I have written before about cloud computing. I like the definition I heard the other day to describe what cloud computing really is. “It’s not in ‘the cloud’, it’s on someone else’s computer’.
And that is pretty much it. The thing is, to you the end user, that computer could be anywhere in the world. You don’t know where it is hosted. And as it would happen, as people get used to this, it doesn’t really matter.
Google’s offering is cloud platform. It’s the broadly the same as other competing services from the other big providers, such as Amazon and Microsoft. I’m sure each of these providers has their own promotional material as to why their offering is better, but with the state of computing as it stands these days, they are all adhering to certain standards, so it’s pretty much a muchness.
Allow me to explain now why it’s a good idea for businesses that run their own infrastructure to consider changing.
In the past, and for many businesses still, having physical computer resources that the company “owned” was/is important.
Now though, businesses still managing their own computer networks should take a look at how they are doing things and ask themselves if they need their own infrastructure. Infrastructure is expensive and there is so much of it to have to do it right. Your servers need to be engineered so that they are highly available (meaning if something fails, you have extra hardware there that means you won’t lose time or data), you need to back the servers up, make sure they are secure, have your own firewalls and intrusion detection devices, et c et c.
All of this needs to be maintained, so not only do you have the cost of the infrastructure, you have the cost of supporting it.
Then of course, the hardware needs to be refreshed every few years. IT can become expensive for a company that isn’t actually in IT.
When it comes to the desktop for many years IT support staff wanted to move everything to a server based model, with the workers’ desktop being largely a dumb terminal. For many years workers resisted that. A PC was “their” PC and it had “their” files on it.
This has always been problematic for IT support. Lots of time has been spent by desktop support professionals on efficient methods of upgrading desktop software, anti virus and security products et c. I am not across current best practise of doing these things, but I know the challenges that managing desktops will remain as long as there are desktops.

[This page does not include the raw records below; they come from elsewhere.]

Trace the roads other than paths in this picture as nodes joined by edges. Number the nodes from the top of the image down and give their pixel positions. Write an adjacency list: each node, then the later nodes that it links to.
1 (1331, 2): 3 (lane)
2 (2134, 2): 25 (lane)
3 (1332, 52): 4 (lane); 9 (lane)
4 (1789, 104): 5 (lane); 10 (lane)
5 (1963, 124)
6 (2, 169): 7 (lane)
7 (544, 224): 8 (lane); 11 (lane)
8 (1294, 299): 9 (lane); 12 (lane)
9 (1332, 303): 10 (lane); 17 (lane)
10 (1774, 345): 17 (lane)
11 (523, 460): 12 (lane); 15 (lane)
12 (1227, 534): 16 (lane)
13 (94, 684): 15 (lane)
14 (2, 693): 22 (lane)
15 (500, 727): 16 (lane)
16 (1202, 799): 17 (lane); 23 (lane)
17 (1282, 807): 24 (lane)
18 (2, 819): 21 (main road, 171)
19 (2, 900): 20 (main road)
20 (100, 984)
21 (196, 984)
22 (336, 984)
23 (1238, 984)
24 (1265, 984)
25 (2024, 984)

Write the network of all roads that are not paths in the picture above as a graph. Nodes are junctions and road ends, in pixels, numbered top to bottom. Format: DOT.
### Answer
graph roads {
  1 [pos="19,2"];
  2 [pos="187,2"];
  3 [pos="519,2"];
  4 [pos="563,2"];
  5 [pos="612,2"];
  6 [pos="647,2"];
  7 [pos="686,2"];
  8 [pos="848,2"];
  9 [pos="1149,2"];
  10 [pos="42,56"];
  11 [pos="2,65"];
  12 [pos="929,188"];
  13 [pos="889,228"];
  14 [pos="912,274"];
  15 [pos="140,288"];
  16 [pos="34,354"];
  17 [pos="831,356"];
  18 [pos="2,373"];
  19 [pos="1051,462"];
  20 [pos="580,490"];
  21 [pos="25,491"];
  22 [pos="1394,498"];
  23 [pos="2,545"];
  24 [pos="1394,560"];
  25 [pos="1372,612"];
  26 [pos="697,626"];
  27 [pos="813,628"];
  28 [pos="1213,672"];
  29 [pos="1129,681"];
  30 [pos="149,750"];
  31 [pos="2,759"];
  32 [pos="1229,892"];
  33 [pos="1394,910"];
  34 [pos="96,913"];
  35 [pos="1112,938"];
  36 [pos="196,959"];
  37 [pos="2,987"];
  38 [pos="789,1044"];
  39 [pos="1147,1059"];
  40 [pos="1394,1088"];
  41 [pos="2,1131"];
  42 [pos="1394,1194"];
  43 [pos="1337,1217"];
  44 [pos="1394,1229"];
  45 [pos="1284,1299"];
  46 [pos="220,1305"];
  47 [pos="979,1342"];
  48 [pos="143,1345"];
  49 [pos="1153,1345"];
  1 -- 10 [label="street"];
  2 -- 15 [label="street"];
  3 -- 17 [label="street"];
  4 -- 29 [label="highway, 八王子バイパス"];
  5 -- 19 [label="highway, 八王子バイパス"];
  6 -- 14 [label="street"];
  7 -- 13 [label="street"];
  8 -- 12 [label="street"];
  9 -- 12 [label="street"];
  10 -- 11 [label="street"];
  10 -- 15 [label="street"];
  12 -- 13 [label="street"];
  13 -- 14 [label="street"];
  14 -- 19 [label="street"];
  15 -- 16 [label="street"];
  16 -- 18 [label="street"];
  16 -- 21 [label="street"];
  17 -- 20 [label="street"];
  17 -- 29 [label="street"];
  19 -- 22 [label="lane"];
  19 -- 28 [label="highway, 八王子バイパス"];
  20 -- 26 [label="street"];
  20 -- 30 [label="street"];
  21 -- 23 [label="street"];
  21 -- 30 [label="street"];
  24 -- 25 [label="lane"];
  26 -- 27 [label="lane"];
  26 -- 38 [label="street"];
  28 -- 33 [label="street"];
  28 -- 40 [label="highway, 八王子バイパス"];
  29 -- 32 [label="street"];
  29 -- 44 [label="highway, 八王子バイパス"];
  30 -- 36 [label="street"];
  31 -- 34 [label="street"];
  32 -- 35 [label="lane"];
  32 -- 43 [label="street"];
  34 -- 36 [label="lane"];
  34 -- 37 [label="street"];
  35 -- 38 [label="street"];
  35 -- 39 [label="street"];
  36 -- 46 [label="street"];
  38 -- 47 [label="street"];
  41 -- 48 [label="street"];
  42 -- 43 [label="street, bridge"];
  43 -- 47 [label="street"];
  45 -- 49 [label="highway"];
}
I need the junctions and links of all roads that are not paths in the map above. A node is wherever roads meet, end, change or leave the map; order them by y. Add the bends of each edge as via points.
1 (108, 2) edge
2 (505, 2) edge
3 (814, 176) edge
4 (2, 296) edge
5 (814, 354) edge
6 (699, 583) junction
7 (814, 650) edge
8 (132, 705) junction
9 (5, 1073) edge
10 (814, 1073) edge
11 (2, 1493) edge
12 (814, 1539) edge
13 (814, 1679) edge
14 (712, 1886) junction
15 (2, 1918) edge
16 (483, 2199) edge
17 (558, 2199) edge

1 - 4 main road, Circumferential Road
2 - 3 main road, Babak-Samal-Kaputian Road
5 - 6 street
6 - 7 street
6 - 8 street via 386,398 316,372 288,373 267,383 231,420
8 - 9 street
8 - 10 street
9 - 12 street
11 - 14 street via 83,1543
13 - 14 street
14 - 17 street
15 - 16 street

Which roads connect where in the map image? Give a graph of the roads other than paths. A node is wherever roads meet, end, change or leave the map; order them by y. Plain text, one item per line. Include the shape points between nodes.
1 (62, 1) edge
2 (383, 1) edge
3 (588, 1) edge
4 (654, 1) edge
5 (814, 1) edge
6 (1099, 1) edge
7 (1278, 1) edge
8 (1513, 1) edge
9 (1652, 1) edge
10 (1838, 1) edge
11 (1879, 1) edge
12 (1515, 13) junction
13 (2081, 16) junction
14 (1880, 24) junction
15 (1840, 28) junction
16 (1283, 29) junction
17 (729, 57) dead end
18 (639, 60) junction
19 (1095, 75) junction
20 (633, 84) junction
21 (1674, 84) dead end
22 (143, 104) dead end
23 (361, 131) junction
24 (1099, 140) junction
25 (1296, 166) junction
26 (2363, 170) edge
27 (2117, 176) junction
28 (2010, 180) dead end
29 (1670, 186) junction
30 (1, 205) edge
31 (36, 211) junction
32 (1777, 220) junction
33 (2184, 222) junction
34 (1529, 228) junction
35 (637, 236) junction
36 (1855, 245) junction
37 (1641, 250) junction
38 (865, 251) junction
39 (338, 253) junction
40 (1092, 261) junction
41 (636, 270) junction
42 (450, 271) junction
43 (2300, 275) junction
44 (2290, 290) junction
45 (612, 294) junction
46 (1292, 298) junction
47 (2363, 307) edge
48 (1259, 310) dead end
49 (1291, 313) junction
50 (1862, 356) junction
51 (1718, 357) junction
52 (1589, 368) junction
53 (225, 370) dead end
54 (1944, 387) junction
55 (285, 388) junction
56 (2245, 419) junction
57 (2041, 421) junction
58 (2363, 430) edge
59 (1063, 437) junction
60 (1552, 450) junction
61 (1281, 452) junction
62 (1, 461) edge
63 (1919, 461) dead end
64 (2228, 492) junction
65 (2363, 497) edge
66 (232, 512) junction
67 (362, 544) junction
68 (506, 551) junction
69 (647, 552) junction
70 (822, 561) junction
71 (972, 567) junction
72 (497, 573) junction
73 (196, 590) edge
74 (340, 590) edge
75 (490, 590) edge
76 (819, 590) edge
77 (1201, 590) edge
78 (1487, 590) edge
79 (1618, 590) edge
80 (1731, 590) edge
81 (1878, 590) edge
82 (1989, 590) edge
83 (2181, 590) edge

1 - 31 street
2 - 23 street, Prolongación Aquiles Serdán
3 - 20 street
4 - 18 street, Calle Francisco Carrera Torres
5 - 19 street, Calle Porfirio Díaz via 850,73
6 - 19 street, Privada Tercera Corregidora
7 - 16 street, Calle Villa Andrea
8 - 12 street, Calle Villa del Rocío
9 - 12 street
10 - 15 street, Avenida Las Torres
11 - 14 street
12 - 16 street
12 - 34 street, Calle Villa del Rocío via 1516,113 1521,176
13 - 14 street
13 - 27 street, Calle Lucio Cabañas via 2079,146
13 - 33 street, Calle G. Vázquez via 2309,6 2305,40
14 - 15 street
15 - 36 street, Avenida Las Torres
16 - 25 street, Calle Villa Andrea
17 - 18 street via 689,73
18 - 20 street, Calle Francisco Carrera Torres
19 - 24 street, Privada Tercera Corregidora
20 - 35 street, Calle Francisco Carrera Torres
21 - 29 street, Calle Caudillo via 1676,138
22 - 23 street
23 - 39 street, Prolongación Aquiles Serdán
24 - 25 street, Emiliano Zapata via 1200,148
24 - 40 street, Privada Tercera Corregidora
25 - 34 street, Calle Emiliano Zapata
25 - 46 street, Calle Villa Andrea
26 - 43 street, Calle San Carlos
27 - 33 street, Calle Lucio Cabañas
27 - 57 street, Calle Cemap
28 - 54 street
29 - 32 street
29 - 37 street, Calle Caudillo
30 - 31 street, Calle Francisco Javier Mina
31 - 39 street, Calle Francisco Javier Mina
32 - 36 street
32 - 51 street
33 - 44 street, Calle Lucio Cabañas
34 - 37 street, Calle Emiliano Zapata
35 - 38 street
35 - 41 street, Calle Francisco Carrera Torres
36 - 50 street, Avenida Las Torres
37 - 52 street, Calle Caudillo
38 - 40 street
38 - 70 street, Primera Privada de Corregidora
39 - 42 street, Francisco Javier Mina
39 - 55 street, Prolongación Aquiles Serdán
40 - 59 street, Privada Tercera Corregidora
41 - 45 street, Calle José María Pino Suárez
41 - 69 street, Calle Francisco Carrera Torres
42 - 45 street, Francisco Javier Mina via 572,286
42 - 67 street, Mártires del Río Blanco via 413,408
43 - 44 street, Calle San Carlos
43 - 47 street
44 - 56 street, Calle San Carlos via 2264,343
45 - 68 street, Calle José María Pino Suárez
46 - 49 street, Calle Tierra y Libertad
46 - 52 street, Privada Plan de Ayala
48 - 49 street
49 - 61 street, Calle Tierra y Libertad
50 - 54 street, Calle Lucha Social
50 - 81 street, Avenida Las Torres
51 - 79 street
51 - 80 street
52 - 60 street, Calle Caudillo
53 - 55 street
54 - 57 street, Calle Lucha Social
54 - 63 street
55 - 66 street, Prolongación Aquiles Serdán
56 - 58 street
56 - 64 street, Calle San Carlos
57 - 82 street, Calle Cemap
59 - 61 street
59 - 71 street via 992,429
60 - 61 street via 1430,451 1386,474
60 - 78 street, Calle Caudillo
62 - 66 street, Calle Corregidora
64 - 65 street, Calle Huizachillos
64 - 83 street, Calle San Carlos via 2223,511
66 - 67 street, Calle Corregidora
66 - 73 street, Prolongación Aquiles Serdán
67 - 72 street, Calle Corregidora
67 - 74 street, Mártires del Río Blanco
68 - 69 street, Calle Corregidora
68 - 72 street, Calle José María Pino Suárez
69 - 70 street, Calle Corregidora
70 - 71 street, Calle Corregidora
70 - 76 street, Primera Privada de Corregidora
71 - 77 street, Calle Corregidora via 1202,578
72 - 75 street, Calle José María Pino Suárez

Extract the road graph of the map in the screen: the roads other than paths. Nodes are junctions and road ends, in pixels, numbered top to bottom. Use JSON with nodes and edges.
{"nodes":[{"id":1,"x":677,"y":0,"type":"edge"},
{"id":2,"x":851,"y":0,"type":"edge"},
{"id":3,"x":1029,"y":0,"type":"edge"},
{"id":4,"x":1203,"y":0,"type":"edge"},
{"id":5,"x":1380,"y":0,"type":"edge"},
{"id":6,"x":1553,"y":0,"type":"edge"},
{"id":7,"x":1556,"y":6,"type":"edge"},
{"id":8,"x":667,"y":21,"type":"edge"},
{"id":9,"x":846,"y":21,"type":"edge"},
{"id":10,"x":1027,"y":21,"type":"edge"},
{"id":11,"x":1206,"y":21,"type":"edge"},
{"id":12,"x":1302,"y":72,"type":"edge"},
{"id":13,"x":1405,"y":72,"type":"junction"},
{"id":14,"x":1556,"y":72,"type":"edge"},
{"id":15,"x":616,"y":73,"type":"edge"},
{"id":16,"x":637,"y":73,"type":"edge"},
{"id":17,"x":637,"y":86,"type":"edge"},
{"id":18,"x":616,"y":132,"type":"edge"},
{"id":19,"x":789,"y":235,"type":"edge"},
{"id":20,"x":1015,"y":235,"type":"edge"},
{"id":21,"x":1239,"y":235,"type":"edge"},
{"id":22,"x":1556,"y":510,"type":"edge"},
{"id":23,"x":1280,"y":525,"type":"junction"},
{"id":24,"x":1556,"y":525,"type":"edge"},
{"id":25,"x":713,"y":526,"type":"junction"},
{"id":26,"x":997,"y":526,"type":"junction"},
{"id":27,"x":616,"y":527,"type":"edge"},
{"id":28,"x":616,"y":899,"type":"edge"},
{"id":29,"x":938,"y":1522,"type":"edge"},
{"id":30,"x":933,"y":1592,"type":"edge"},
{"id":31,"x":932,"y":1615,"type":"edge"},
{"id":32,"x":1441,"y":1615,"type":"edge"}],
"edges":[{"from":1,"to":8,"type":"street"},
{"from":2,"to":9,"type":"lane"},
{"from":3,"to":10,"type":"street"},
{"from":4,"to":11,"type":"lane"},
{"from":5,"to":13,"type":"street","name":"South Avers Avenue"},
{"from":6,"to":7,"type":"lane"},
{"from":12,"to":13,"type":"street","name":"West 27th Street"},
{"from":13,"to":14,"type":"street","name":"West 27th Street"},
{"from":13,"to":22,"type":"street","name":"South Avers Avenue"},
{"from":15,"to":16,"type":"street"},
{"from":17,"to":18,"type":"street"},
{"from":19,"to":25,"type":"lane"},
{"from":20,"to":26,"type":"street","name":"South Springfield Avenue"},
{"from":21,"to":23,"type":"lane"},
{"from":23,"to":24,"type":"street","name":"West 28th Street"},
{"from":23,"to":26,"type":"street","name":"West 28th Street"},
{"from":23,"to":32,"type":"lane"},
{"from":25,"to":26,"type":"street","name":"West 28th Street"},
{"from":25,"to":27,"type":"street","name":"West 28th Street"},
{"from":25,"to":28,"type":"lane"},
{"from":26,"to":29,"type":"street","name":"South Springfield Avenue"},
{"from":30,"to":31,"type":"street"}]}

But now, the times they are a changing. Cloud computing is a game changer.
More and more corporate applications are web based. In addition to this standard desktop applications such as word are moving to the web as well. Finally, the dream of IT staff frustrated by desktop support of largely server based computing is being realised.
When it comes to the servers that offer services to the end user remotely, that too is changing. When Google (or other large providers round the world) offer their cloud platform, I would recommend that any company still using their own infrastructure start making plans to retire it and migrate their IT to Google.
Once you have done this, you simply don’t have the headaches associated with the support of your own IT environment. Google themselves handle all of the problematic aspects of support, such as security, backup, availability, load management and so on. Not only that, but I’d wager they will do it at a lower cost that the cost of in house IT.
On the downside of course, there end up being fewer and fewer jobs for local IT support staff. The price of progress.
For more information check out Google Cloud platform.
Disclaimer: I make no money from writing an article about Google. I am simply observing the changing face of computing.